Geneva, 26 September 2017- As 156 countries convened for the first meeting of the Conference of the Parties to the Minamata Convention, 
a new UN report shows mercury mining skyrocketing in the last 5 years. Moreover, much of that mercury is used in artisanal and 
small scale gold mining (ASGM), the largest source of global mercury pollution.

Currently, countries do not have reliable information about trade in neighboring countries and within their own region. 
This problem is compounded where borders between countries are “porous,” and a significant portion of trade is informal or illegal. 
For example, mercury may enter a region through legal trade to one country, but then be traded illegally across borders to neighboring countries. 

“Informal trade is difficult to track, and therefore does not appear in the official trade statistics,” said Elena Lymberidi-Settimo, 
Project Manager, Zero Mercury Campaign at the European Environmental Bureau. 
“With timely reporting, Parties can better understand mercury flows in order to better enforce trade restrictions in the Convention.”

“In recent years there have been a number of shocks to the global market, resulting in a doubling of the price of mercury in the last 12 months alone,” 
said Michael Bender, Co-coordinator of the Zero Mercury Working Group. “In addition, EU and US export bans now in place have resulted 
in a major shift in the main trading hub to Asia.”

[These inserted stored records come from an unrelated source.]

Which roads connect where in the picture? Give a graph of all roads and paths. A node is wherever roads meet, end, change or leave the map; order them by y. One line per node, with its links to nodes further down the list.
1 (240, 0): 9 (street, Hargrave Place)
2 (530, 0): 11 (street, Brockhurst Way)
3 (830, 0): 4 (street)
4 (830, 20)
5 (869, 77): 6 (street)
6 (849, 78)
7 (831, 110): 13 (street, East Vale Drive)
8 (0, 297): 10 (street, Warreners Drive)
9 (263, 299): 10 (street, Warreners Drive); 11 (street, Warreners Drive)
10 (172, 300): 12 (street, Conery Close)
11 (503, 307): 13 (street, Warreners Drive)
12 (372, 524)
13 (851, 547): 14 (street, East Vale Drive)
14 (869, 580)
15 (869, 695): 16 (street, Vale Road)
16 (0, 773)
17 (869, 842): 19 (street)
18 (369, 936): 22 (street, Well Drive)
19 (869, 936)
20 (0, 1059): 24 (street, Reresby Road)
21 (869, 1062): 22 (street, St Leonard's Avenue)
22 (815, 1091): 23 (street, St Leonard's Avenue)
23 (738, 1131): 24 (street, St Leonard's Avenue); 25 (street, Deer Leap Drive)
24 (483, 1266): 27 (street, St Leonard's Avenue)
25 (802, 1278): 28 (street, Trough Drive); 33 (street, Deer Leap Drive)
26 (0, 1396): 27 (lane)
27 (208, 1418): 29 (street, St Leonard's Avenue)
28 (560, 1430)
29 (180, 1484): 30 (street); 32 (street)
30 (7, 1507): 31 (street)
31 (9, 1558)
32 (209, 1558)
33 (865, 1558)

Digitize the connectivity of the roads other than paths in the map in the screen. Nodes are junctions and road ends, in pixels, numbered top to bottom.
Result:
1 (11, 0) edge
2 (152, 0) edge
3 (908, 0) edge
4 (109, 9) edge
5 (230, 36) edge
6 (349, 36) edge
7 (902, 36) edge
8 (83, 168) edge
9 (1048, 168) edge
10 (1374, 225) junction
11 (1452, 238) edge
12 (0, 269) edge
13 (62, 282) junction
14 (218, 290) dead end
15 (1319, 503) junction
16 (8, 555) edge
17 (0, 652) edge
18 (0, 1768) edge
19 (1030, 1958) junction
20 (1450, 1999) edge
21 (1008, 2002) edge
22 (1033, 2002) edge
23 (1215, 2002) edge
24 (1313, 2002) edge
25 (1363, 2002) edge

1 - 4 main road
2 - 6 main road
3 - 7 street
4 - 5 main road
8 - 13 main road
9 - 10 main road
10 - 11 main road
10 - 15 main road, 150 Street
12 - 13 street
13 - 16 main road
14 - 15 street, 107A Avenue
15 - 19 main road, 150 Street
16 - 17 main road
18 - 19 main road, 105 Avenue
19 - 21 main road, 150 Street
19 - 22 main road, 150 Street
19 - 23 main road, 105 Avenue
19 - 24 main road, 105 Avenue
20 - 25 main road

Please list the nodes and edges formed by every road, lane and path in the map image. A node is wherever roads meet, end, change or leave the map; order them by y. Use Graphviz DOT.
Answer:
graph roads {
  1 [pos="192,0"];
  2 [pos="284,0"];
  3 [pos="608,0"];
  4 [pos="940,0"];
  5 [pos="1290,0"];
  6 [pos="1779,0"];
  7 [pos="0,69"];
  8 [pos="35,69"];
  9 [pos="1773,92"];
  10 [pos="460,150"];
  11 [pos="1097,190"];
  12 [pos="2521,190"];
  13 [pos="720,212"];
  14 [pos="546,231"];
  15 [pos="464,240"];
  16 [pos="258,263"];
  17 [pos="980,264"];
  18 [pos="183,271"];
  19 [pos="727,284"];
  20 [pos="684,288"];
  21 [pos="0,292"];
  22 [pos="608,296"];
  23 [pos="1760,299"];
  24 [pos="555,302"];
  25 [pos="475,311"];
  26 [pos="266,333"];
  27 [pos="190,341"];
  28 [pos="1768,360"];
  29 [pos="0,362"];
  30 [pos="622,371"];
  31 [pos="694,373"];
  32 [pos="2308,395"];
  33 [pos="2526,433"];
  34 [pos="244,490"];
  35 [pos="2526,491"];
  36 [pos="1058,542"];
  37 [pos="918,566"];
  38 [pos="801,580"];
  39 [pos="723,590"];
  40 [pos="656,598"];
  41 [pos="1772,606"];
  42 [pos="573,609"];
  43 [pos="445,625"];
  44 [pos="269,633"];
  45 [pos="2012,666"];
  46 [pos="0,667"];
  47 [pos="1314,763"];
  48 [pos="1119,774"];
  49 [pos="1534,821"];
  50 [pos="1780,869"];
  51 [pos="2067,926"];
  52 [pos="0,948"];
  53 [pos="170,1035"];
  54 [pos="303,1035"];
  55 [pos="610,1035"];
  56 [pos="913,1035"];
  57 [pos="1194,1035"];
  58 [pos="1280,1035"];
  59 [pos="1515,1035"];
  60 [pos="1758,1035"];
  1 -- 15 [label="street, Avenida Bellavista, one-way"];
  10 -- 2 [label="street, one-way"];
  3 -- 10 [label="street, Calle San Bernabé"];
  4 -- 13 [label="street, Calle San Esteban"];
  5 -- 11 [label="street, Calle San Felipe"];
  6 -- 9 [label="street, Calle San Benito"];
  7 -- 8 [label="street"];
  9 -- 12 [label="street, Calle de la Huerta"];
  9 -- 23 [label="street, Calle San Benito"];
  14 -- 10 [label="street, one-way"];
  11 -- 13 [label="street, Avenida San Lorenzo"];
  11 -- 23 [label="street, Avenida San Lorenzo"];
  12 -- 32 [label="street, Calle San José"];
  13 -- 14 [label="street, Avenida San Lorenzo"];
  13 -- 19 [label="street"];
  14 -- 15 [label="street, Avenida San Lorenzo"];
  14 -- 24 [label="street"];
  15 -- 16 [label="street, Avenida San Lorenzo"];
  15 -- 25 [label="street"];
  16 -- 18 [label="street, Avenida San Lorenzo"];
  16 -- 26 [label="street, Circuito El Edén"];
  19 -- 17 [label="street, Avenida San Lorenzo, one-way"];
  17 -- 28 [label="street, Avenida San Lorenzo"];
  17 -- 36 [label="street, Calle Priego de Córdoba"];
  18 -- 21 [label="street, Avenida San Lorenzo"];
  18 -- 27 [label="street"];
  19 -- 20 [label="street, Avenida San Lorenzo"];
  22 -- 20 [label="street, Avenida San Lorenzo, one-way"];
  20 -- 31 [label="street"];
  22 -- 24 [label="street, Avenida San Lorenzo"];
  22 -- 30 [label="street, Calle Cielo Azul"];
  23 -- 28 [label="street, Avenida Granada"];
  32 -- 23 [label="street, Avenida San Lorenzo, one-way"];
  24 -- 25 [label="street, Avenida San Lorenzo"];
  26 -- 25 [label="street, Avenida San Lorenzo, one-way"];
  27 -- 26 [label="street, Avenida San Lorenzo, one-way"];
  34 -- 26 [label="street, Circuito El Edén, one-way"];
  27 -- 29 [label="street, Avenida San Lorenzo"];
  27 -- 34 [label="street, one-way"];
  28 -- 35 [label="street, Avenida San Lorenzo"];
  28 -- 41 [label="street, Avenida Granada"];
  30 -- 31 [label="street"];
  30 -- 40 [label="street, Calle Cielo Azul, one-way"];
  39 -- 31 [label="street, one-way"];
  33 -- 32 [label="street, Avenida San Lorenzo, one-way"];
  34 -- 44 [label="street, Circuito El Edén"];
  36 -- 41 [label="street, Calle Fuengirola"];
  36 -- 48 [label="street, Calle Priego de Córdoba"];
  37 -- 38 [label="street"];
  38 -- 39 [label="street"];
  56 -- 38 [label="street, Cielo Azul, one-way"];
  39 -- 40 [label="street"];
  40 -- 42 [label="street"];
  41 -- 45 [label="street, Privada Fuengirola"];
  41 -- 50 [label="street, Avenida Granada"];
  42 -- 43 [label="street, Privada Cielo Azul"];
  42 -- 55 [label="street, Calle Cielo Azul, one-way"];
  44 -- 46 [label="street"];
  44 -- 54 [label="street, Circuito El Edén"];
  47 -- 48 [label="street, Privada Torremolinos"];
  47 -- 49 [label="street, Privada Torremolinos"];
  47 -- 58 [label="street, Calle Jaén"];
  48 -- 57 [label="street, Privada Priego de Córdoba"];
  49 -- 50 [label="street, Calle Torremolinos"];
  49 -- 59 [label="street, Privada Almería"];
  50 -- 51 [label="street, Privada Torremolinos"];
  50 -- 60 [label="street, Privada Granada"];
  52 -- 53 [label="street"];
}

“The emergence over the past five years of new small-scale producers of mercury in Mexico and Indonesia has made a difficult situation worse,” 
said Satish Sinha, Associate Director at Toxics Link in India. “Between these two countries alone, around 1000 tonnes are produced annually.”

“The main objective of the Minamata Convention is to protect human health and the environment by, in part, simultaneously 
reducing mercury supply and demand,” said  Rico Euripidou, Environmental Health Campaign Manager at groundWork 
in South Africa. Without adequate reporting on the global movement of mercury it will 
be difficult to monitor the overall effectiveness of the Convention, say NGOs.

“Annual reporting is consistent with the requirements of other environmental conventions such as Basel and the Montreal Protocol,” 
said Leslie Adogame, Executive Director at Sustainable Research and Action for Environmental Development in Nigeria.
“Legal trade flows must be understood before informal or illegal trade can be adequately addressed.”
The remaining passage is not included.